▶ [Source information]
>>>

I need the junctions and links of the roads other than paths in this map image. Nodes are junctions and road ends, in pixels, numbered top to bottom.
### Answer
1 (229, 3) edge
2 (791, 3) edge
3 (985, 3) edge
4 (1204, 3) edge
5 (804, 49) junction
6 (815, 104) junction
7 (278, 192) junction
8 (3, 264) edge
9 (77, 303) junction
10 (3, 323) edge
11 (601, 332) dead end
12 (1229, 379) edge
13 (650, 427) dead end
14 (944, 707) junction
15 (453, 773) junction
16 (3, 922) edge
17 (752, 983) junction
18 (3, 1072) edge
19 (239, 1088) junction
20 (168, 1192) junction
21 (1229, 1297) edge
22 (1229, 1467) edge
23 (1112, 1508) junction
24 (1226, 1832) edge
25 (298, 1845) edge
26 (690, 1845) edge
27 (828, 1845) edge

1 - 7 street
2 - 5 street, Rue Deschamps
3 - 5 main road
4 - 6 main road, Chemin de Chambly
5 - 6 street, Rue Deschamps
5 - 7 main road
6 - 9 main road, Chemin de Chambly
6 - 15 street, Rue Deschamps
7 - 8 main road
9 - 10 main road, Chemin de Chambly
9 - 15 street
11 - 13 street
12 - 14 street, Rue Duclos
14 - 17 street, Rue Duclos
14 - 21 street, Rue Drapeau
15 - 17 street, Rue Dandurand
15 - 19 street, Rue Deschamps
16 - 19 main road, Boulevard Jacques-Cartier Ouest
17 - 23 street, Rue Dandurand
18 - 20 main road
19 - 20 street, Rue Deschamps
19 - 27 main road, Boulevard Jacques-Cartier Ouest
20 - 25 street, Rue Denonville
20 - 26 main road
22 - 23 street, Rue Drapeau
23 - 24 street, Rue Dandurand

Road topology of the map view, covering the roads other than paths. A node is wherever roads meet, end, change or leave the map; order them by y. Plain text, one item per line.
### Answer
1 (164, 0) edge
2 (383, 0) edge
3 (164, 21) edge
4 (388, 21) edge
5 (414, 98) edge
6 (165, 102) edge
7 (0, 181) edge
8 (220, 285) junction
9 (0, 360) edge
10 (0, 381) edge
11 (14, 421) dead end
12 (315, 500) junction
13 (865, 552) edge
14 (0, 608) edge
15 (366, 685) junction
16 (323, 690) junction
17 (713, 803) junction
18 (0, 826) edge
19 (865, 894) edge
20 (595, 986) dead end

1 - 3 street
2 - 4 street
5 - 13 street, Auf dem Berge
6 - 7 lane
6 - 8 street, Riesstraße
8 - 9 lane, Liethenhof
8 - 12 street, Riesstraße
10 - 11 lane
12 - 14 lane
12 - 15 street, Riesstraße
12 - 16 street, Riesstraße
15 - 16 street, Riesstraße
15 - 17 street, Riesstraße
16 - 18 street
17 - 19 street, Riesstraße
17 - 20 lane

<<<

▶ [Task requirements]
Select all lines with the word "Chambly" from the entries above.

▶ [Output]
4 - 6 main road, Chemin de Chambly
6 - 9 main road, Chemin de Chambly
9 - 10 main road, Chemin de Chambly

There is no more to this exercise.